> _What the exercise asks_
Starting with the first line of the data below, copy each line up to and including the one containing "middle dip: (910, 850)". Pictures stay out.
*** Begin section ***
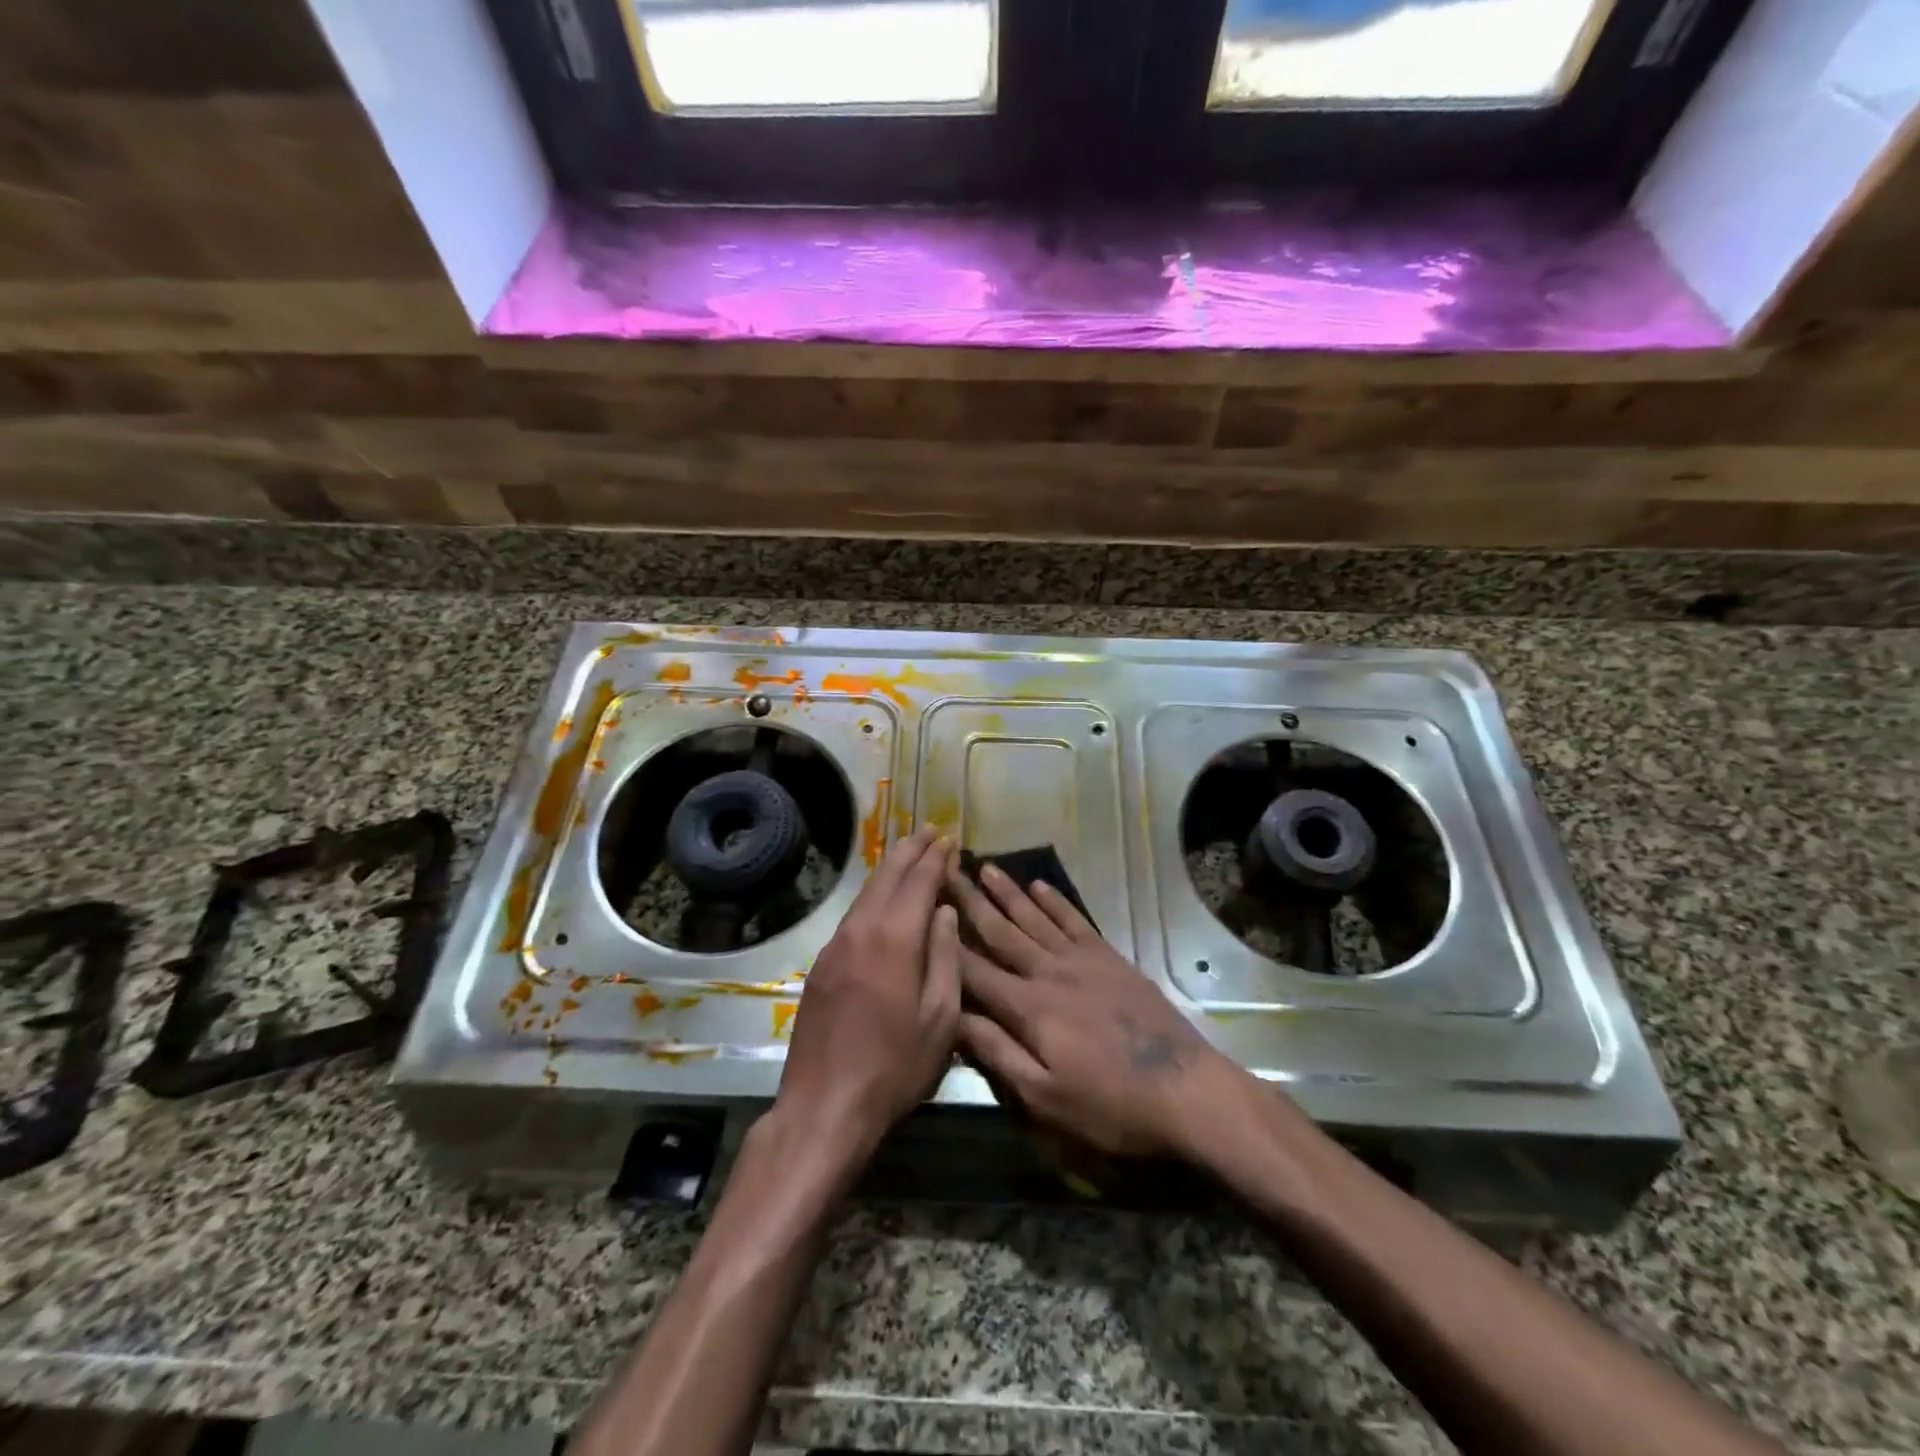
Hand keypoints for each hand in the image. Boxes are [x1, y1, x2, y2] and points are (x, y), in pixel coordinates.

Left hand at [772, 828, 959, 1167]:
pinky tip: (882, 900)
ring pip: (866, 893)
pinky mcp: (822, 965)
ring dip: (889, 868)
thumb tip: (946, 911)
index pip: (919, 882)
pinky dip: (873, 895)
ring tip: (908, 853)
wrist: (824, 1105)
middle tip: (929, 830)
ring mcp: (836, 946)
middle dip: (910, 850)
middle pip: (887, 876)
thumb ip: (946, 957)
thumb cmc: (894, 1067)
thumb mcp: (940, 1019)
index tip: (949, 839)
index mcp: (895, 939)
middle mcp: (861, 930)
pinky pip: (853, 914)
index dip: (936, 858)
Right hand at [946, 860, 1236, 1158]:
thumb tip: (953, 1016)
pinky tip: (1040, 886)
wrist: (1185, 1088)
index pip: (973, 969)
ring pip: (1035, 918)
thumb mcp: (1045, 1097)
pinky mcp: (1110, 958)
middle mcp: (1048, 973)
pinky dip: (1056, 901)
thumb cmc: (1110, 1105)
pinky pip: (1075, 921)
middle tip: (946, 869)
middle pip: (1001, 932)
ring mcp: (1081, 961)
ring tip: (985, 866)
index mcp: (1027, 1008)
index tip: (921, 909)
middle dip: (970, 901)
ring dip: (1009, 892)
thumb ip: (997, 1053)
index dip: (944, 940)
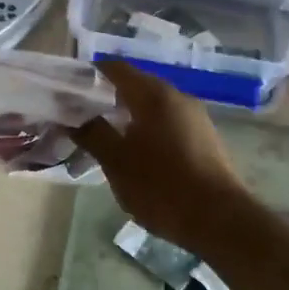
*** End section ***
> _Worked solution_
Hand keypoints for each hand in the image. Boxes are [x1, y1, x2, y2] and points are (x, y), in pixel coordinates.

Left hand at [772, 828, 959, 1167]:
pinky tip: (882, 900)
ring pip: (866, 893)
pinky mcp: (822, 965)
ring dip: (889, 868)
thumb tip: (946, 911)
index pip: (919, 882)
pinky dip: (873, 895)
ring tip: (908, 853)
wrist: (824, 1105)
middle tip: (929, 830)
ring mcp: (836, 946)
middle dip: (910, 850)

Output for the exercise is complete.